[Collection entries]

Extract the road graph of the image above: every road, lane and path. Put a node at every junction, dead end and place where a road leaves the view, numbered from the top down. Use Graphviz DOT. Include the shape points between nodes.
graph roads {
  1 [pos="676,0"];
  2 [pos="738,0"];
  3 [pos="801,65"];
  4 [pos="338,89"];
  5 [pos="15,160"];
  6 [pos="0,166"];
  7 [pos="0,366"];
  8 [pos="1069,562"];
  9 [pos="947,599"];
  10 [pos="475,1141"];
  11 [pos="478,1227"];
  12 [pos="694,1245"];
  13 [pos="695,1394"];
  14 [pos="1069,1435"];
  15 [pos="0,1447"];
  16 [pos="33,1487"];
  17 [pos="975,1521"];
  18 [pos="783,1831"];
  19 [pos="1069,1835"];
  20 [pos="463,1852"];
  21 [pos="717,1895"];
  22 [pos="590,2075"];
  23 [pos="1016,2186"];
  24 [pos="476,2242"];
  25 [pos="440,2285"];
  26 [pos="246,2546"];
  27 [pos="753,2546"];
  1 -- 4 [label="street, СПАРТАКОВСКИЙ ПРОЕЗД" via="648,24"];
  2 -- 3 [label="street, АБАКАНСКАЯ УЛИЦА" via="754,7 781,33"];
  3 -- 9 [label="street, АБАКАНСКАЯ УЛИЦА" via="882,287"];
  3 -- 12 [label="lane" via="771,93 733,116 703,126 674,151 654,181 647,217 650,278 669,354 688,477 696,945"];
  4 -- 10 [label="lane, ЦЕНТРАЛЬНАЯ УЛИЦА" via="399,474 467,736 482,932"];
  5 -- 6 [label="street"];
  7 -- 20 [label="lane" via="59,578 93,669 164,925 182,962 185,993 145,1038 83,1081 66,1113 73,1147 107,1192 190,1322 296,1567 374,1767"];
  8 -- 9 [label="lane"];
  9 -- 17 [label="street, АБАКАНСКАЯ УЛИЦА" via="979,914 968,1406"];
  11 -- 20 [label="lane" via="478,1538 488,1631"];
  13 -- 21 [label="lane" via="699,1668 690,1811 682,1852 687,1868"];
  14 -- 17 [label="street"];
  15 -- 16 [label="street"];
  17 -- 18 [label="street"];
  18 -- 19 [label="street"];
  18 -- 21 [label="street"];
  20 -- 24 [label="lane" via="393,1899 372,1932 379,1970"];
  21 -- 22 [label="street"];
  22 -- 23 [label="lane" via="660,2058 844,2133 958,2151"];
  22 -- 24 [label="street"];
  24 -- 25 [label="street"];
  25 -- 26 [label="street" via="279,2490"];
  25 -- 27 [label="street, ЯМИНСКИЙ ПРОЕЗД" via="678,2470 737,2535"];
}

▸ TASK TO CARRY OUT
The lines in the entries above that carry the word "АБАКАНСКАЯ" must be copied.

▸ EXERCISE OUTPUT
  2 -- 3 [label="street, АБАКАНСКАЯ УЛИЦА" via="754,7 781,33"];
  3 -- 9 [label="street, АБАКАНСКАЯ УЛИЦА" via="882,287"];
  9 -- 17 [label="street, АБАКАНСКАЯ УЛИЦА" via="979,914 968,1406"];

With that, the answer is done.